2. Extracting Data from APIs

When extracting data from APIs, TypeScript can provide type safety and help ensure that the extracted data matches the expected structure. By defining interfaces or types that represent the structure of the API response, developers can catch potential errors or inconsistencies early on.

Here’s an example of extracting data from a REST API using TypeScript:

import axios from 'axios';

interface User {
id: number;
name: string;
age: number;
email: string;
}

async function extractDataFromAPI(): Promise<User[]> {
const response = await axios.get<User[]>('https://api.example.com/users');

return response.data;
}

const extractedData = await extractDataFromAPI();
console.log(extractedData);

In this example, we define an interface User that represents the structure of the data to be extracted from the API. By specifying the types of the id, name, age, and email fields, we ensure that the extracted data adheres to the expected structure.
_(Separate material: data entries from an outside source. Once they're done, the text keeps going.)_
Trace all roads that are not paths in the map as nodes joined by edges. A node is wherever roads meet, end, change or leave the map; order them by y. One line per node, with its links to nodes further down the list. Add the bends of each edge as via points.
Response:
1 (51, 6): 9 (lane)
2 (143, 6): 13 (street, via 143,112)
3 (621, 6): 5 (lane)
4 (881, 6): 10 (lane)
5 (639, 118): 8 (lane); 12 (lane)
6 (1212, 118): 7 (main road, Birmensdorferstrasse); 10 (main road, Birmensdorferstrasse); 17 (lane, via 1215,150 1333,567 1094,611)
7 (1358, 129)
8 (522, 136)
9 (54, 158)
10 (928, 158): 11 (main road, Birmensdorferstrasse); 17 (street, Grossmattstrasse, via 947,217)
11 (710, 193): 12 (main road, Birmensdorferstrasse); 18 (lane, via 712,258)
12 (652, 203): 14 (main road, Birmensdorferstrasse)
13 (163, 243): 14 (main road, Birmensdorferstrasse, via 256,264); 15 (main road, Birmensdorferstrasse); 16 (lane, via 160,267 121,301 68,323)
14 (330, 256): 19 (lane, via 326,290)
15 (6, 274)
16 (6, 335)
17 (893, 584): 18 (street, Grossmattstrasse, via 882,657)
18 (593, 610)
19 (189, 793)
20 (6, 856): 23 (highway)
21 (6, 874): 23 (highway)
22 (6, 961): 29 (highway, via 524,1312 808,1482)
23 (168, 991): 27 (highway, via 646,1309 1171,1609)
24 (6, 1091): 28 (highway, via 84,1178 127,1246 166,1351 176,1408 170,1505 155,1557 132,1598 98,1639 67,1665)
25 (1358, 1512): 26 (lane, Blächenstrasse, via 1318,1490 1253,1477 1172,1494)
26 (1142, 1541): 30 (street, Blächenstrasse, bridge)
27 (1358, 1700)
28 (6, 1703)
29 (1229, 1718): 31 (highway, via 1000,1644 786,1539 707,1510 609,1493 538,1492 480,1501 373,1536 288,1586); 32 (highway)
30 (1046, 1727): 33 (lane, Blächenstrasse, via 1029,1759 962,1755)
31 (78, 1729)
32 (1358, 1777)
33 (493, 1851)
Related Article: Tutorial on Circuit Breaker Pattern in TypeScript

The Role of Type Checking in TypeScript ETL

TypeScript’s type checking plays a crucial role in ensuring the integrity and correctness of ETL processes. By enforcing type safety and catching potential errors at compile-time, type checking helps reduce the likelihood of runtime errors and improves the overall reliability of the ETL workflows.

1. Catching Errors Early

TypeScript’s type checking allows developers to catch potential errors and bugs early on, before the code is even executed. By defining the types of variables, function parameters, and return values, developers can ensure that the data is correctly formatted and compatible with the target system.
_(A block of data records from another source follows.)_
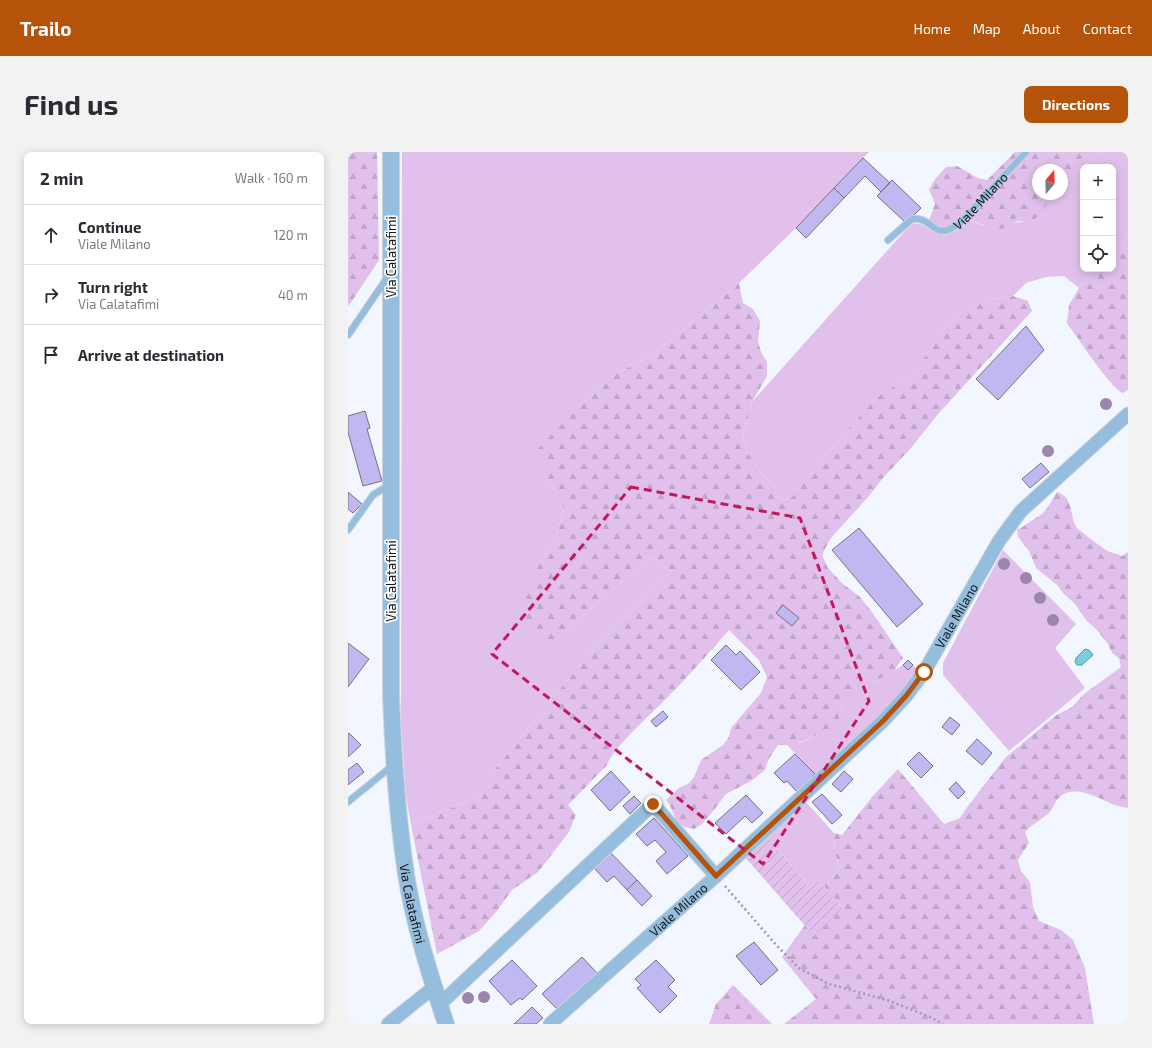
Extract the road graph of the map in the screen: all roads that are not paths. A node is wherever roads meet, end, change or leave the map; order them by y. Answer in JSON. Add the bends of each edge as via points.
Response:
{"nodes":[{"id":1,"x":391,"y":152,"type":"edge"},
{"id":2,"x":1026,"y":152,"type":"edge"},
{"id":3,"x":888,"y":240,"type":"dead end"},
{"id":4,"x":391,"y":272,"type":"junction"},
{"id":5,"x":348,"y":335,"type":"edge"},
{"id":6,"x":1128,"y":414,"type":"edge"},
{"id":7,"x":390,"y":484,"type":"junction"},
{"id":8,"x":348,"y":530,"type":"edge"},
{"id":9,"x":394,"y":765,"type":"junction"},
{"id":10,"x":348,"y":802,"type":"edge"},
{"id":11,"x":716,"y":876,"type":"junction"},
{"id":12,"x":434,"y":987,"type":"junction"},
{"id":13,"x":440,"y":1004,"type":"junction"},
{"id":14,"x":388,"y":1024,"type":"edge"},
{"id":15,"x":446,"y":1024,"type":"edge"},
{"id":16,"x":550,"y":1024,"type":"edge"}],
"edges":[{"from":1,"to":4,"type":"street","name":"Via Calatafimi"},
{"from":2,"to":3,"type":"lane","name":"Viale Milano","via":[[952,229],[940,231],[926,222],[912,219]]},
{"from":4,"to":5,"type":"lane"},
{"from":4,"to":7,"type":"street","name":"Via Calatafimi"},
{"from":6,"to":11,"type":"street","name":"Viale Milano","via":[[1020,511],[999,541],[924,672],[906,696],[883,721]]},
{"from":7,"to":8,"type":"lane","via":[[373,495]]},
{"from":7,"to":9,"type":"street","name":"Via Calatafimi"},
{"from":9,"to":10,"type":"lane"},
{"from":9,"to":12,"type":"street","name":"Via Calatafimi","via":[[406,875]]},
{"from":11,"to":13,"type":"street","via":[[653,804]]},
{"from":11,"to":16,"type":"street","name":"Viale Milano"},
{"from":12,"to":13,"type":"street","name":"Via Calatafimi"},
{"from":12,"to":14,"type":"street"},
{"from":13,"to":15,"type":"street","name":"Via Calatafimi"}]}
For example, if we mistakenly pass a string instead of a number to a function expecting a numeric parameter, TypeScript will throw a compile-time error, alerting us to the issue and preventing the code from being executed. This early error detection improves code quality and reduces the likelihood of runtime errors during the ETL process.

2. Improving Code Readability and Maintainability

TypeScript’s type system improves code readability and maintainability by providing explicit type annotations and enforcing type checking. By specifying the types of variables, function parameters, and return values, the code becomes more self-documenting and easier to understand.
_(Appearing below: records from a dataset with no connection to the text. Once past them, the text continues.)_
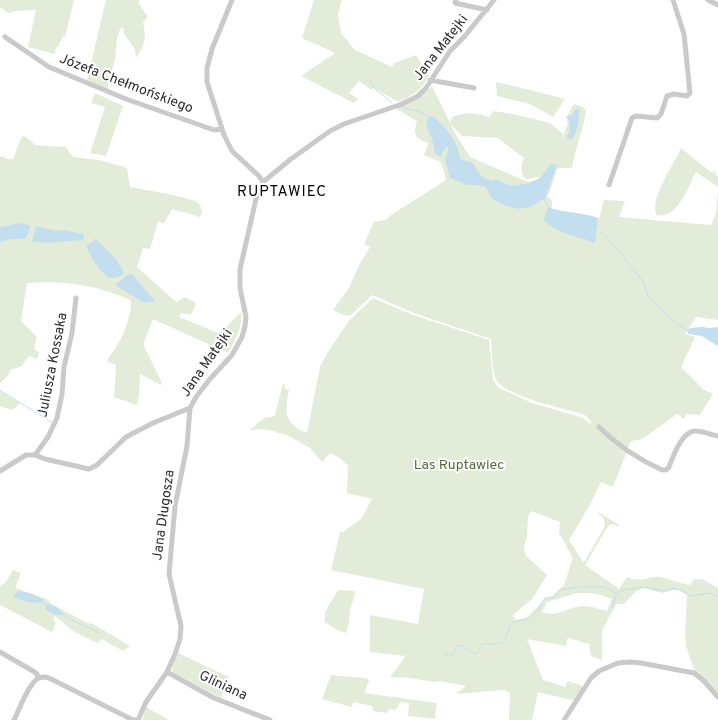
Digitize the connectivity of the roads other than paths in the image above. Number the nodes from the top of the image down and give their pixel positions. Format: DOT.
graph roads {
  1 [pos="232,0"];
  2 [pos="456,0"];
  3 [pos="494,0"];
  4 [pos="673,0"];
  5 [pos="708,0"];
  6 [pos="718,5"];
  7 [pos="487,10"];
  8 [pos="5,37"];
  9 [pos="430,80"];
  10 [pos="474,88"];
  11 [pos="222,129"];
  12 [pos="263,182"];
  13 [pos="609,185"];
  14 [pos="76,298"];
  15 [pos="190,408"];
  16 [pos="599,427"];
  17 [pos="718,436"];
  18 [pos="35,455"];
  19 [pos="0,471"];
  20 [pos="0,652"];
  21 [pos="167,672"];
  22 [pos="38,678"];
  23 [pos="718,697"];
  24 [pos="14,720"];
  25 [pos="138,720"];
  26 [pos="270,720"];
  27 [pos="564,720"];
  1 -- 11 [label="street"];
  2 -- 7 [label="street"];
  3 -- 7 [label="street, Jana Matejki"];
  4 -- 13 [label="street"];
  5 -- 6 [label="street"];
  7 -- 9 [label="street, Jana Matejki"];
  8 -- 11 [label="street, Józefa Chełmońskiego"];
  9 -- 10 [label="street"];
  9 -- 12 [label="street, Jana Matejki"];
  11 -- 12 [label="street"];
  12 -- 15 [label="street, Jana Matejki"];
  14 -- 18 [label="street, Juliusza Kossaka"];
  15 -- 18 [label="street, Jana Matejki"];
  15 -- 21 [label="street, Jana Długosza"];
  16 -- 17 [label="street"];
  18 -- 19 [label="street"];
  20 -- 22 [label="street, Jana Długosza"];
  21 -- 25 [label="street, Jana Długosza"];
  21 -- 26 [label="street, Gliniana"];
  22 -- 24 [label="street"];
  22 -- 25 [label="street, Jana Długosza"];
  23 -- 27 [label="street"];
}
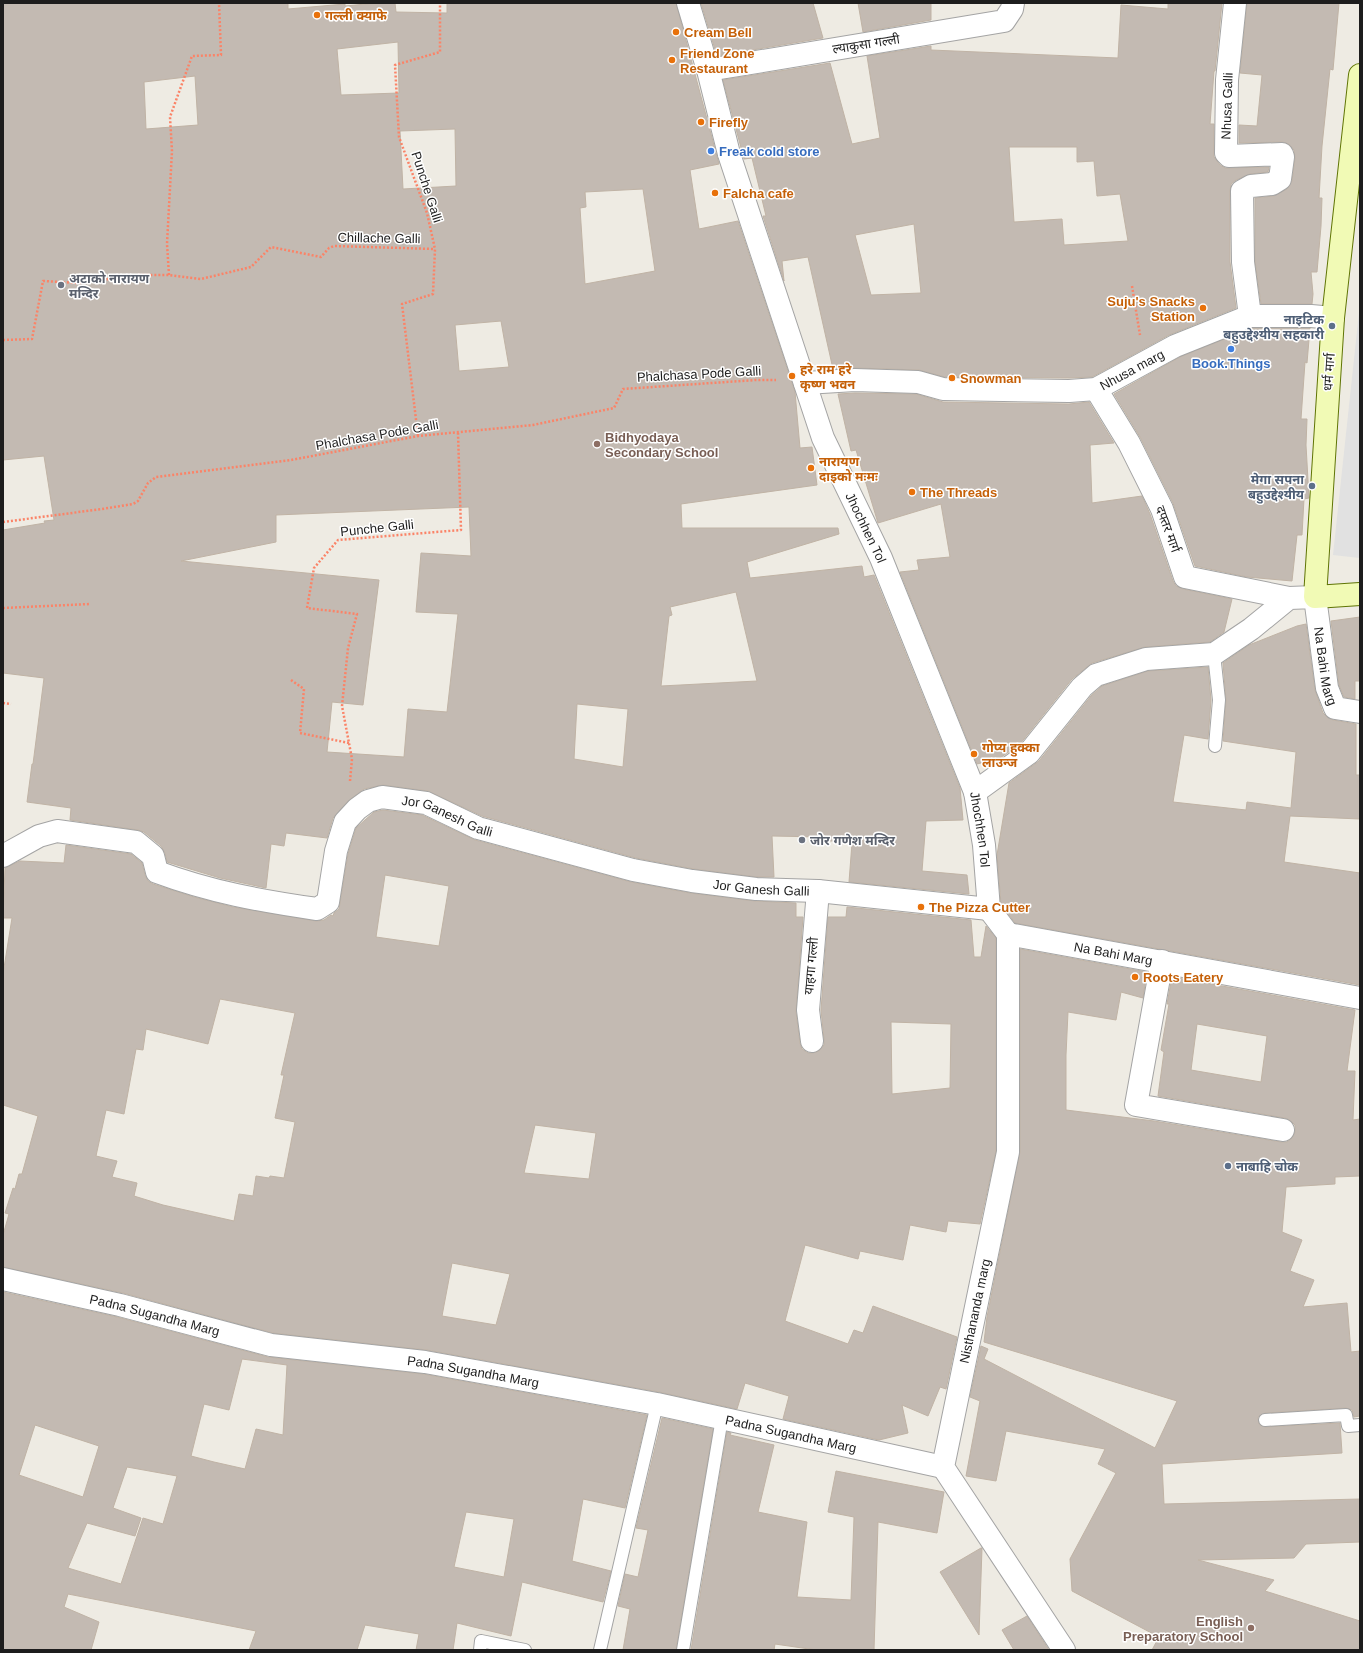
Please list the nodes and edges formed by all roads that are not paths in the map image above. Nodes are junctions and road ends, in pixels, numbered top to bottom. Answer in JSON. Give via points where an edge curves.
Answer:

For example, when working with complex data structures in ETL processes, type annotations make it clear what types of data each variable or function is expecting. This improves code understanding and reduces the likelihood of errors due to incorrect assumptions or misunderstandings.

Example 1: Catching Errors Early

Let’s consider an example where we need to transform data extracted from a CSV file into a specific format. We’ll use the csv-parser library for parsing the CSV file.

First, let’s install the necessary dependencies:

npm install typescript csv-parser

Next, we’ll create a TypeScript file, transform.ts, and implement the data transformation:

import * as fs from 'fs';
import * as csvParser from 'csv-parser';

interface UserData {
name: string;
age: number;
email: string;
}

function transformCSVData(csvFilePath: string): UserData[] {
const transformedData: UserData[] = [];

fs.createReadStream(csvFilePath)
.pipe(csvParser())
.on('data', (row: any) => {
transformedData.push({
name: row.name,
age: parseInt(row.age),
email: row.email,
});
})
.on('end', () => {
console.log('Data transformation completed successfully.');
})
.on('error', (error: Error) => {
console.error('An error occurred during data transformation:', error);
});

return transformedData;
}

const transformedData = transformCSVData('data.csv');
console.log(transformedData);

In this example, by using TypeScript, we can catch potential errors such as incorrectly formatted age values or missing fields during the transformation process. If the age field in the CSV file is mistakenly provided as a string instead of a number, TypeScript will throw a compile-time error, alerting us to the issue and preventing the code from being executed.

This early error detection helps catch potential issues early on and allows developers to address them before they cause problems in downstream processes.